The Australian Institute of Marine & Power Engineers didn’t serve the action notice within the required period and had to withdraw it, union official Andrew Williamson said today. The union will continue negotiations with Teekay Shipping (Australia) Pty and may ballot to strike again, he said. Teekay is contracted by BHP Billiton Ltd., the world’s biggest mining company, to tow vessels at the port.

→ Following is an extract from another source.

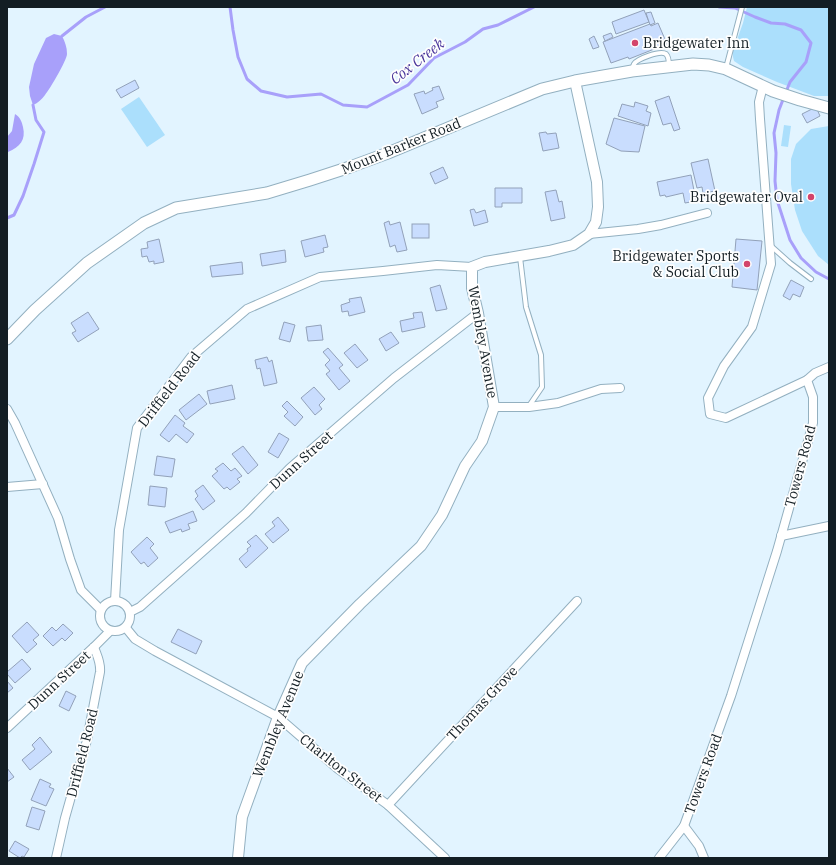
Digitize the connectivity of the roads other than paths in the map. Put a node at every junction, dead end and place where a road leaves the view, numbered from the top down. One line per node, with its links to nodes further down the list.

Stoppages would threaten exports by companies including BHP and Fortescue Metals Group Ltd. Iron ore is Australia’s biggest export earner and disruptions could cost suppliers about A$100 million ($93 million) a day, BHP estimated in May. Shipments through Port Hedland represented 55 percent of the country’s iron ore exports last year and more than 80 percent of cargoes go to China, port and government data show.
“There was a technical glitch with the industrial action notices where in fact they should have been served within 30 days,” Williamson said by phone. “It went one extra day to 31 days inadvertently. That requires it to be withdrawn.”
Teekay said yesterday that the engineers had notified it that they intended to stop for four hours each on Aug. 9, Aug. 11 and Aug. 13. BHP said it believed that the action was unlawful and Teekay said it would seek an injunction to halt it.
–With assistance from Phoebe Sedgman and David Stringer in Melbourne.